Below this task are records; return each one exactly and omit its images.
# # # # # # #
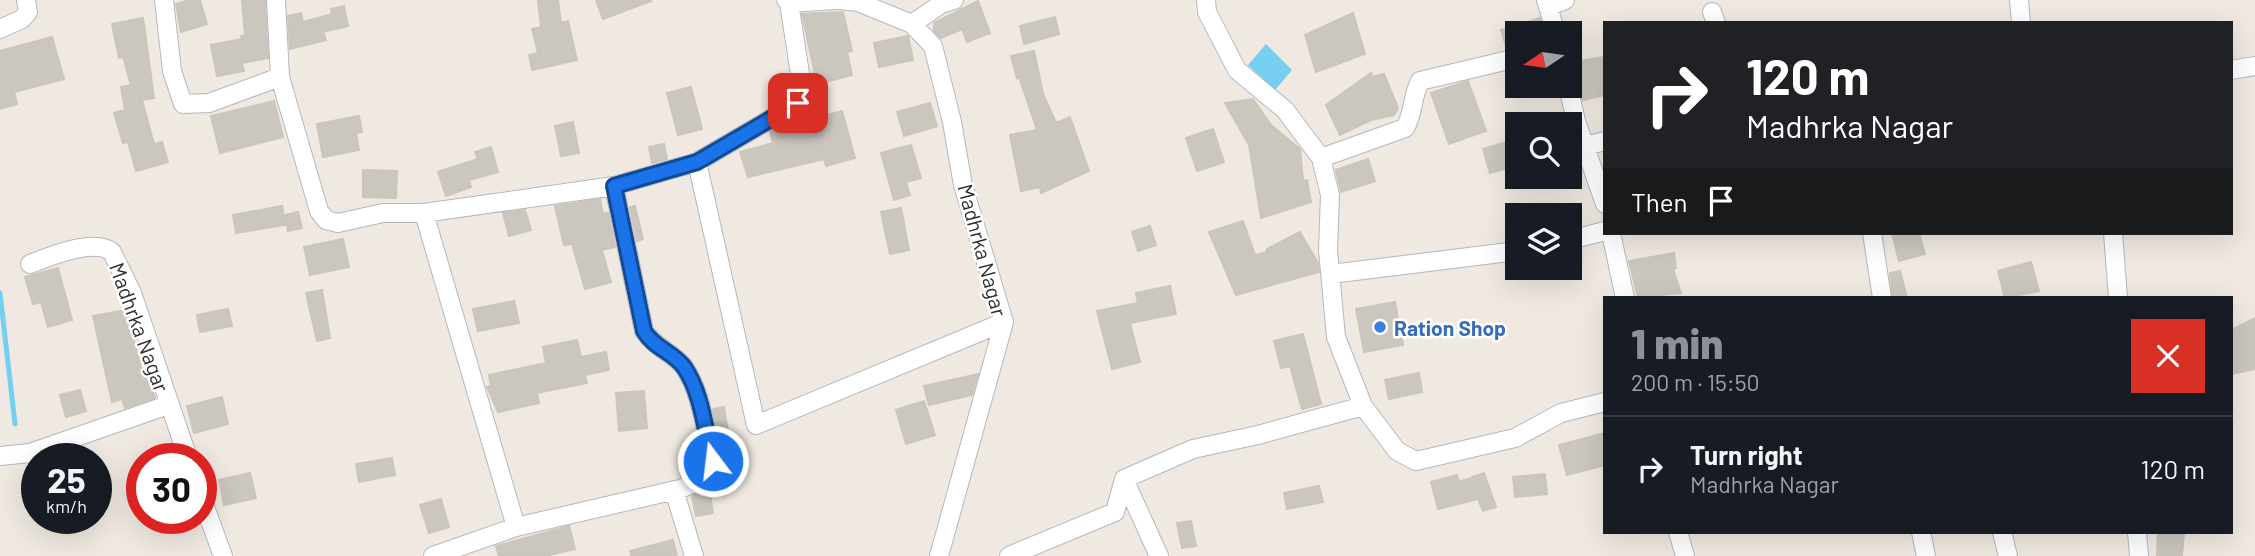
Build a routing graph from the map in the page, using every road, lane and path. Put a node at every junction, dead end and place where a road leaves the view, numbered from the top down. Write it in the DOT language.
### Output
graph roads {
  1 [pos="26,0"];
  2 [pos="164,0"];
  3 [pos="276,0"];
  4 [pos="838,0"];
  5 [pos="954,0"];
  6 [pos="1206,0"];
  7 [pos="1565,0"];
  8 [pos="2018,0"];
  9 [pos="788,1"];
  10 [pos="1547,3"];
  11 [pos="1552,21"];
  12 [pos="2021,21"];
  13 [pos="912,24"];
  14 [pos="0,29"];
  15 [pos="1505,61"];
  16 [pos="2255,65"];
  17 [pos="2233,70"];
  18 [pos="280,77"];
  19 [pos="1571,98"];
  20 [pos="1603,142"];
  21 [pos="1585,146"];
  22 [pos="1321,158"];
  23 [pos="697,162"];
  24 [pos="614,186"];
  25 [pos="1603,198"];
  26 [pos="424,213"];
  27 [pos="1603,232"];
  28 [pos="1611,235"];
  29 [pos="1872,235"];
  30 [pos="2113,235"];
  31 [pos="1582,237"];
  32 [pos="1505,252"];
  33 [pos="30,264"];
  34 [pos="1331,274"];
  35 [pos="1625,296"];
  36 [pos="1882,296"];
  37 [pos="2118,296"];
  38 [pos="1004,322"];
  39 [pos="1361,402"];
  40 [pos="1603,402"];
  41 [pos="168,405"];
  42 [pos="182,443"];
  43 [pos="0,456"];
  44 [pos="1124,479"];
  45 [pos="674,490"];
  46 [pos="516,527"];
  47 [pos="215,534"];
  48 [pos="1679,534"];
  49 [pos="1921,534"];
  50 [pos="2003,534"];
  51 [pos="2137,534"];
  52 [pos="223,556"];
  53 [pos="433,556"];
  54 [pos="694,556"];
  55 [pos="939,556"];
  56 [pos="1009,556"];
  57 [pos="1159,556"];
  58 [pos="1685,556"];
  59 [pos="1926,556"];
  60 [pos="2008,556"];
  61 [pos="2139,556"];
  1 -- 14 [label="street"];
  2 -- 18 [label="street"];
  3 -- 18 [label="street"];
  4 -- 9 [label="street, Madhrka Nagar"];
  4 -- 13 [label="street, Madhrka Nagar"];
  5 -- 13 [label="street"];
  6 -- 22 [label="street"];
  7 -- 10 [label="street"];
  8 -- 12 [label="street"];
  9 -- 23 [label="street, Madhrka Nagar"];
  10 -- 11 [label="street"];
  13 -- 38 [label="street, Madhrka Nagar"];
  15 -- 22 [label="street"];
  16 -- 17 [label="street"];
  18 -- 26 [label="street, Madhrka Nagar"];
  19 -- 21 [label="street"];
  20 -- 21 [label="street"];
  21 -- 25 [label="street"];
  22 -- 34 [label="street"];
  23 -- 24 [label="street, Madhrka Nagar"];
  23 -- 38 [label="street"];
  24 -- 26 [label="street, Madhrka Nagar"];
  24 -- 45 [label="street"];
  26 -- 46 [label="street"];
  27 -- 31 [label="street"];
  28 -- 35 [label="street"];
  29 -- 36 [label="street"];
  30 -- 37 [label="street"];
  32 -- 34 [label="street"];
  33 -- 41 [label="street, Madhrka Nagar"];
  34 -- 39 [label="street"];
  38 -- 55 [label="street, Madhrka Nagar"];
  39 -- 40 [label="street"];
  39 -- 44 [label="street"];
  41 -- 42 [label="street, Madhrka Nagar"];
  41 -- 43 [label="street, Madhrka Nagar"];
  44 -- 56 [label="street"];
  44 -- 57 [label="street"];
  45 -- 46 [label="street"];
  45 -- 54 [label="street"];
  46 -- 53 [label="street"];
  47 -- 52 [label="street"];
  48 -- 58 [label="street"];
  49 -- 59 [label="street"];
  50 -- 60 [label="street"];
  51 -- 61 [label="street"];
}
# # # # # # #
*Result of the exercise*.
Build a routing graph from the map in the page, using every road, lane and path. Put a node at every junction, dead end and place where a road leaves the view, numbered from the top down. Write it in the DOT language.
### Output
graph roads {
  1 [pos="26,0"];
  2 [pos="164,0"];
  3 [pos="276,0"];
  4 [pos="838,0"];
  5 [pos="954,0"];
  6 [pos="1206,0"];
  7 [pos="1565,0"];
  8 [pos="2018,0"];
  9 [pos="788,1"];
  10 [pos="1547,3"];
  11 [pos="1552,21"];
  12 [pos="2021,21"];
  13 [pos="912,24"];
  14 [pos="0,29"];
  15 [pos="1505,61"];
  16 [pos="2255,65"];
  17 [pos="2233,70"];
  18 [pos="280,77"];
  19 [pos="1571,98"];
  20 [pos="1603,142"];
  21 [pos="1585,146"];
  22 [pos="1321,158"];
  23 [pos="697,162"];
  24 [pos="614,186"];
  25 [pos="1603,198"];
  26 [pos="424,213"];
  27 [pos="1603,232"];
  28 [pos="1611,235"];
  29 [pos="1872,235"];
  30 [pos="2113,235"];
  31 [pos="1582,237"];
  32 [pos="1505,252"];
  33 [pos="30,264"];
  34 [pos="1331,274"];
  35 [pos="1625,296"];
  36 [pos="1882,296"];
  37 [pos="2118,296"];
  38 [pos="1004,322"];
  39 [pos="1361,402"];
  40 [pos="1603,402"];
  41 [pos="168,405"];
  42 [pos="182,443"];
  43 [pos="0,456"];
  44 [pos="1124,479"];
  45 [pos="674,490"];
  46 [pos="516,527"];
  47 [pos="215,534"];
  48 [pos="1679,534"];
  49 [pos="1921,534"];
  50 [pos="2003,534"];
  51 [pos="2137,534"];
  52 [pos="223,556"];
  53 [pos="433,556"];
  54 [pos="694,556"];
  55 [pos="939,556"];
  56 [pos="1009,556"];
  57 [pos="1159,556"];
  58 [pos="1685,556"];
  59 [pos="1926,556"];
  60 [pos="2008,556"];
  61 [pos="2139,556"];
  1 -- 14 [label="street"];
  2 -- 18 [label="street"];
  3 -- 18 [label="street"];
  4 -- 9 [label="street, Madhrka Nagar"];
  4 -- 13 [label="street, Madhrka Nagar"];
  5 -- 13 [label="street"];
  6 -- 22 [label="street"];
  7 -- 10 [label="street"];
  8 -- 12 [label="street"];
  9 -- 23 [label="street, Madhrka Nagar"];
  10 -- 11 [label="street"];
  13 -- 38 [label="street, Madhrka Nagar"];
  15 -- 22 [label="street"];
  16 -- 17 [label="street"];
  18 -- 26 [label="street, Madhrka Nagar"];
  19 -- 21 [label="street"];
  20 -- 21 [label="street"];
  21 -- 25 [label="street"];
  22 -- 34 [label="street"];
  23 -- 24 [label="street, Madhrka Nagar"];
  23 -- 38 [label="street"];
  24 -- 26 [label="street, Madhrka Nagar"];
  24 -- 45 [label="street"];
  26 -- 46 [label="street"];
  27 -- 31 [label="street"];
  28 -- 35 [label="street"];
  29 -- 36 [label="street"];
  30 -- 37 [label="street"];
  32 -- 34 [label="street"];
  33 -- 41 [label="street, Madhrka Nagar"];
  34 -- 39 [label="street"];
  38 -- 55 [label="street, Madhrka Nagar"];
  39 -- 40 [label="street"];
  39 -- 44 [label="street"];
  41 -- 42 [label="street, Madhrka Nagar"];
  41 -- 43 [label="street, Madhrka Nagar"];
  44 -- 56 [label="street"];
  44 -- 57 [label="street"];
  45 -- 46 [label="street"];
  45 -- 54 [label="street"];
  46 -- 53 [label="street"];
  47 -- 52 [label="street"];
  48 -- 58 [label="street"];
  49 -- 59 [label="street"];
  50 -- 60 [label="street"];
  51 -- 61 [label="street"];
}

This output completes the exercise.